WORK REQUEST ▸ When you write out the records, keep every word exact and drop the pictures.

SUPPLIED DATA ▸
*** Block opens ***

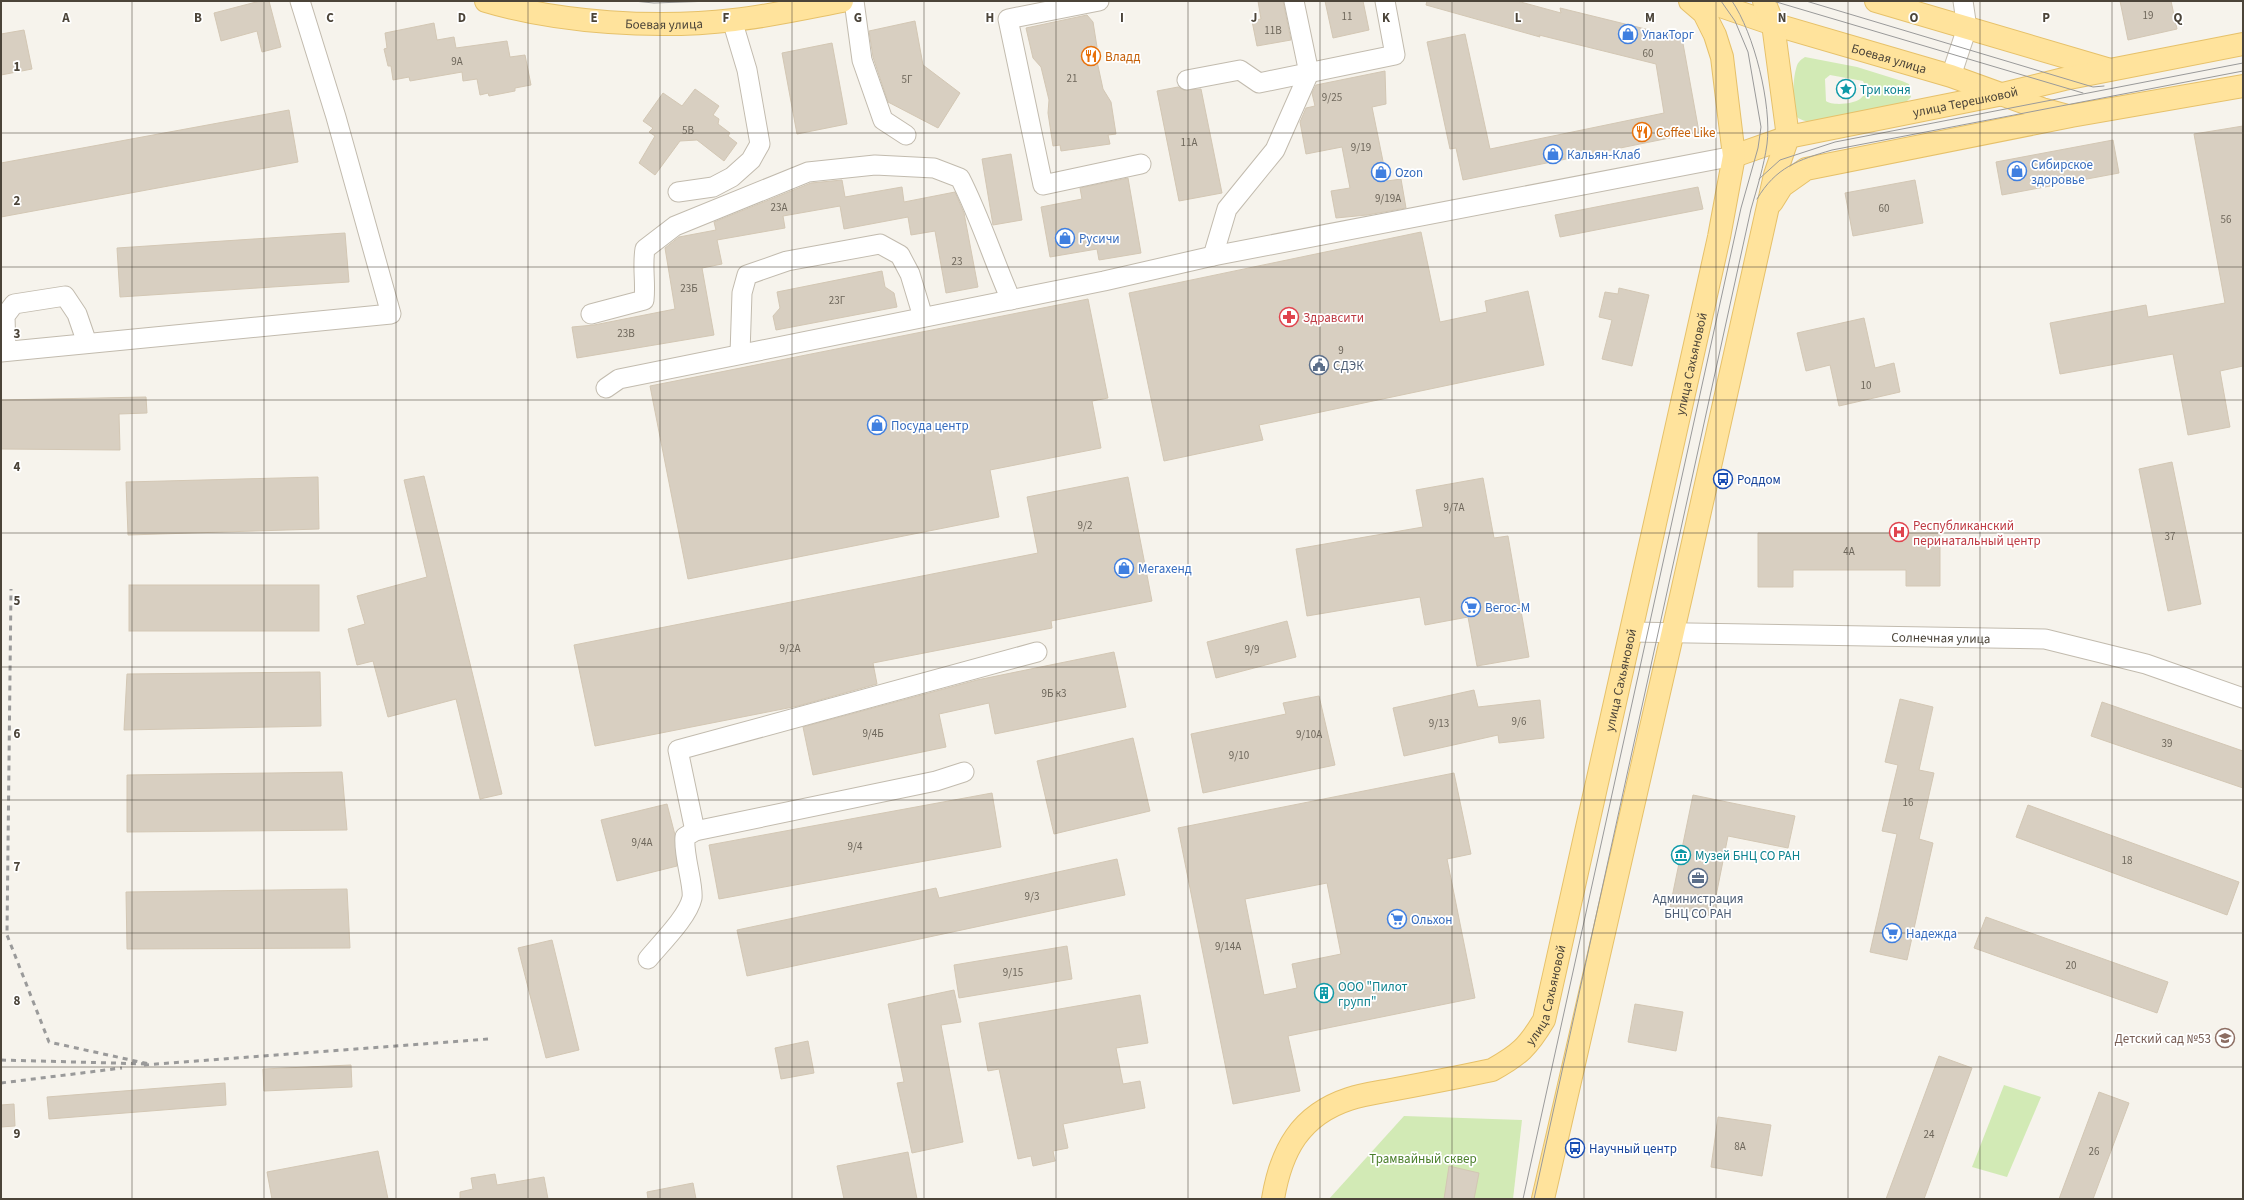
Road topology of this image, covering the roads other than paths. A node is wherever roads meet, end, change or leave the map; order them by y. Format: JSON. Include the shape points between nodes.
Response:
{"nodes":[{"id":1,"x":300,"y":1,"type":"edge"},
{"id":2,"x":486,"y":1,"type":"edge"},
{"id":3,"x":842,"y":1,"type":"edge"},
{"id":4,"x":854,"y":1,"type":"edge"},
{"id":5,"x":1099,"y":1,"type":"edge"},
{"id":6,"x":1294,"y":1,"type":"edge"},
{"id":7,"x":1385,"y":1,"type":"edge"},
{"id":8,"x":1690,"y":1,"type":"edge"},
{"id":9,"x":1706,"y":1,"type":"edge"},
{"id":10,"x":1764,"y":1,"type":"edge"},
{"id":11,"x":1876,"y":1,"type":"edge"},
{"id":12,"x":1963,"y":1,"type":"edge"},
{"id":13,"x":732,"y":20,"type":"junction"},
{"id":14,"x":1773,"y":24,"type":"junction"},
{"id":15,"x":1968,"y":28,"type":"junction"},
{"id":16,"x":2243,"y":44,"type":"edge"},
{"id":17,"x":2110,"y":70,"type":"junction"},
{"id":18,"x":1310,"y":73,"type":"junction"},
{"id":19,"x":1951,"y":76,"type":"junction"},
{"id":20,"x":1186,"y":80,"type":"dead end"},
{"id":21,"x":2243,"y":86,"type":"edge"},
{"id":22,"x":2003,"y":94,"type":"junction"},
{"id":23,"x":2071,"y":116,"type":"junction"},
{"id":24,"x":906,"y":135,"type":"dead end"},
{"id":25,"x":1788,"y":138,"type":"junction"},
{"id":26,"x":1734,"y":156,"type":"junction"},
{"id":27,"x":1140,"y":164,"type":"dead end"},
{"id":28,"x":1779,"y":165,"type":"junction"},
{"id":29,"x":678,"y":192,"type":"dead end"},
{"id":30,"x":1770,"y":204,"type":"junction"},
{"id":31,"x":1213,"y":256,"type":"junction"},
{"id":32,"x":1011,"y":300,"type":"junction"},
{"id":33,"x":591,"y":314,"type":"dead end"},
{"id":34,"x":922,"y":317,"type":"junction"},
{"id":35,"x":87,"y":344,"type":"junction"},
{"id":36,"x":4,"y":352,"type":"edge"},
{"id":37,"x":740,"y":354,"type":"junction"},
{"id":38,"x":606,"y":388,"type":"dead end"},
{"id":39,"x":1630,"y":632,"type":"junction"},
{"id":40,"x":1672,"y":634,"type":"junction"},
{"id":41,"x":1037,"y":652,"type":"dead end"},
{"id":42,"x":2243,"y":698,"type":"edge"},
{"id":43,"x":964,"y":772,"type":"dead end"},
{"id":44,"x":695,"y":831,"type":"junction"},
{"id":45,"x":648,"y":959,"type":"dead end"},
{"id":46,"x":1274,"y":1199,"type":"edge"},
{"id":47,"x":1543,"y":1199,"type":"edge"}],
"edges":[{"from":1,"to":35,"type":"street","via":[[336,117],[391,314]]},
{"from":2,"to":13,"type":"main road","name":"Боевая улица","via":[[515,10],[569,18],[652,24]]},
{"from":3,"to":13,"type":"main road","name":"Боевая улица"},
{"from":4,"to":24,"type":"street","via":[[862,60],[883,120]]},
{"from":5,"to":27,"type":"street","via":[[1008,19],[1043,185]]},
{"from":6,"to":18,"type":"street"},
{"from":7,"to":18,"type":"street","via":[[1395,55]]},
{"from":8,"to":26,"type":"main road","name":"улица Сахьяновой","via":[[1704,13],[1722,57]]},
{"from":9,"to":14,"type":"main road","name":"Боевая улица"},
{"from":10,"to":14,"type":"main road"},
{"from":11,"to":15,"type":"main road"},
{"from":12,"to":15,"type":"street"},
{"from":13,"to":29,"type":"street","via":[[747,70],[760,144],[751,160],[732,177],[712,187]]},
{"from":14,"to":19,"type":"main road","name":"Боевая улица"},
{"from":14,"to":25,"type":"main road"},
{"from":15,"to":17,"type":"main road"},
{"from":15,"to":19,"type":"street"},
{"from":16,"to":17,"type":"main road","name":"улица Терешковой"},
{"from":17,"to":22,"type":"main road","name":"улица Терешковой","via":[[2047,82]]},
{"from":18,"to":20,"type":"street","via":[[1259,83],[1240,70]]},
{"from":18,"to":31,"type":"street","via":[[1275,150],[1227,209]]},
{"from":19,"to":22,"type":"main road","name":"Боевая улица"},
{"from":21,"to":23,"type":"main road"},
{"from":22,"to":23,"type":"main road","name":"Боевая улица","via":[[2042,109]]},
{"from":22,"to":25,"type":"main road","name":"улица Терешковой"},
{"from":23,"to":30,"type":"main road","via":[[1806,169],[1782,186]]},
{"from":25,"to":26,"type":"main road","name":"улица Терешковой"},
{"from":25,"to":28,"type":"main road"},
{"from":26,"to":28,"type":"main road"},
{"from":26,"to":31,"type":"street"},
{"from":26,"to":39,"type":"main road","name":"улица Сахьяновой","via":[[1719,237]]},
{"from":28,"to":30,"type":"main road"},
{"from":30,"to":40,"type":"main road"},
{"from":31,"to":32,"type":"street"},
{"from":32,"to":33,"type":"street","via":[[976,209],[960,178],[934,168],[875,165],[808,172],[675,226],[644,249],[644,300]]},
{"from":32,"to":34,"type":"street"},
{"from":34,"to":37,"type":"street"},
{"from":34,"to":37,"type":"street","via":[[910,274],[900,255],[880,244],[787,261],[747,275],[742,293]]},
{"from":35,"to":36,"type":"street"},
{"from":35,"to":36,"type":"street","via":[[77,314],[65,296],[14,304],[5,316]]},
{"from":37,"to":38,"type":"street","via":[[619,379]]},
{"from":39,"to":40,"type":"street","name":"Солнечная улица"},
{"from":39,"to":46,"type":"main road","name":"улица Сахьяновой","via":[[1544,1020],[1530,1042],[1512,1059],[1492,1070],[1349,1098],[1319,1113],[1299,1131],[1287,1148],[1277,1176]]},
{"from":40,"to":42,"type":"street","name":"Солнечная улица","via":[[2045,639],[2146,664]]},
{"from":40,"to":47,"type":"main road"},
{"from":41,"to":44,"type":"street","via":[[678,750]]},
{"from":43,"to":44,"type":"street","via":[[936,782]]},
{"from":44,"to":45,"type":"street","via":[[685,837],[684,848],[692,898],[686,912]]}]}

*** Block closes ***

SOLUTION BELOW ▸
Road topology of this image, covering the roads other than paths. A node is wherever roads meet, end, change or leave the map; order them by y. Format: JSON. Include the shape points between nodes.
Response:
{"nodes":[{"id":1,"x":300,"y":1,"type":"edge"},
{"id":2,"x":486,"y":1,"type":"edge"},
{"id":3,"x":842,"y":1,"type":"edge"},
{"id":4,"x":854,"y":1,"type":"edge"},
{"id":5,"x":1099,"y":1,"type":"edge"},
{"id":6,"x":1294,"y":1,"type":"edge"},
{"id":7,"x":1385,"y":1,"type":"edge"},
{"id":8,"x":1690,"y":1,"type":"edge"},
{"id":9,"x":1706,"y":1,"type":"edge"},
{"id":10,"x":1764,"y":1,"type":"edge"},
{"id":11,"x":1876,"y":1,"type":"edge"},
{"id":12,"x":1963,"y":1,"type":"edge"},
{"id":13,"x":732,"y":20,"type":"junction"},
{"id":14,"x":1773,"y":24,"type":"junction"},
{"id":15,"x":1968,"y":28,"type":"junction"},
{"id":16,"x":2243,"y":44,"type":"edge"},
{"id":17,"x":2110,"y":70,"type":"junction"},
{"id":18,"x":1310,"y":73,"type":"junction"},
{"id":19,"x":1951,"y":76,"type":"junction"},
{"id":20,"x":1186,"y":80,"type":"dead end"},
{"id":21,"x":2243,"y":86,"type":"edge"},
{"id":22,"x":2003,"y":94,"type":"junction"},
{"id":23,"x":2071,"y":116,"type":"junction"},
{"id":24,"x":906,"y":135,"type":"dead end"},
{"id":25,"x":1788,"y":138,"type":"junction"},
{"id":26,"x":1734,"y":156,"type":"junction"},
{"id":27,"x":1140,"y":164,"type":"dead end"},
{"id":28,"x":1779,"y":165,"type":"junction"},
{"id":29,"x":678,"y":192,"type":"dead end"},
{"id":30,"x":1770,"y":204,"type":"junction"},
{"id":31,"x":1213,"y":256,"type":"junction"},
{"id":32,"x":1011,"y":300,"type":"junction"},
{"id":33,"x":591,"y":314,"type":"dead end"},
{"id":34,"x":922,"y":317,"type":"junction"},
{"id":35,"x":87,"y":344,"type":"junction"},
{"id":36,"x":4,"y":352,"type":"edge"},
{"id":37,"x":740,"y":354,"type":"junction"},
{"id":38,"x":606,"y":388,"type":"dead end"},
{"id":39,"x":1630,"y":632,"type":"junction"},
{"id":40,"x":1672,"y":634,"type":"junction"},
{"id":41,"x":1037,"y":652,"type":"dead end"},
{"id":42,"x":2243,"y":698,"type":"edge"},
{"id":43,"x":964,"y":772,"type":"dead end"},
{"id":44,"x":695,"y":831,"type":"junction"},
{"id":45,"x":648,"y":959,"type":"dead end"},
{"id":46,"x":1274,"y":1199,"type":"edge"},
{"id":47,"x":1543,"y":1199,"type":"edge"}],
"edges":[{"from":1,"to":35,"type":"street","via":[[336,117],[391,314]]},
{"from":2,"to":13,"type":"main road","name":"Боевая улица","via":[[515,10],[569,18],[652,24]]},
{"from":3,"to":13,"type":"main road","name":"Боевая улица"},
{"from":4,"to":24,"type":"street","via":[[862,60],[883,120]]},
{"from":5,"to":27,"type":"street","via":[[1008,19],[1043,185]]},
{"from":6,"to":18,"type":"street"},
{"from":7,"to":18,"type":"street","via":[[1395,55]]},
{"from":8,"to":26,"type":"main road","name":"улица Сахьяновой","via":[[1704,13],[1722,57]]},
{"from":9,"to":14,"type":"main road","name":"Боевая улица"},
{"from":10,"to":14,"type":"main road"},
{"from":11,"to":15,"type":"main road"},
{"from":12,"to":15,"type":"street"},
{"from":13,"to":29,"type":"street","via":[[747,70],[760,144],[751,160],[732,177],[712,187]]},
{"from":14,"to":19,"type":"main road","name":"Боевая улица"},
{"from":14,"to":25,"type":"main road"},
{"from":15,"to":17,"type":"main road"},
{"from":15,"to":19,"type":"street"},
{"from":16,"to":17,"type":"main road","name":"улица Терешковой"},
{"from":17,"to":22,"type":"main road","name":"улица Терешковой","via":[[2047,82]]},
{"from":18,"to":20,"type":"street","via":[[1259,83],[1240,70]]},
{"from":18,"to":31,"type":"street","via":[[1275,150],[1227,209]]},
{"from":19,"to":22,"type":"main road","name":"Боевая улица"},
{"from":21,"to":23,"type":"main road"},
{"from":22,"to":23,"type":"main road","name":"Боевая улица","via":[[2042,109]]},
{"from":22,"to":25,"type":"main road","name":"улица Терешковой"},
{"from":23,"to":30,"type":"main road","via":[[1806,169],[1782,186]]},
{"from":25,"to":26,"type":"main road","name":"улица Терешковой"},
{"from":25,"to":28,"type":"main road"},
{"from":26,"to":28,"type":"main road"},
{"from":26,"to":31,"type":"street"},
{"from":26,"to":39,"type":"main road","name":"улица Сахьяновой","via":[[1719,237]]},
{"from":28,"to":30,"type":"main road"},
{"from":30,"to":40,"type":"main road"},
{"from":31,"to":32,"type":"street"},
{"from":32,"to":33,"type":"street","via":[[976,209],[960,178],[934,168],[875,165],[808,172],[675,226],[644,249],[644,300]]},
{"from":32,"to":34,"type":"street"},
{"from":34,"to":37,"type":"street"},
{"from":34,"to":37,"type":"street","via":[[910,274],[900,255],[880,244],[787,261],[747,275],[742,293]]},
{"from":35,"to":36,"type":"street"},
{"from":35,"to":36,"type":"street","via":[[77,314],[65,296],[14,304],[5,316]]},
{"from":37,"to":38,"type":"street","via":[[619,379]]},
{"from":39,"to":40,"type":"street","name":"Солнечная улица"},
{"from":39,"to":46,"type":"main road","name":"улица Сахьяновой","via":[[1544,1020],[1530,1042],[1512,1059],[1492,1070],[1349,1098],[1319,1113],[1299,1131],[1287,1148],[1277,1176]]},
{"from":40,"to":42,"type":"street","name":"Солнечная улица","via":[[2045,639],[2146,664]]},
{"from":40,"to":47,"type":"main road"},
{"from":41,"to":44,"type":"street","via":[[678,750]]},
{"from":43,"to":44,"type":"street","via":[[936,782]]},
{"from":44,"to":45,"type":"street","via":[[685,837],[684,848],[692,898],[686,912]]}]}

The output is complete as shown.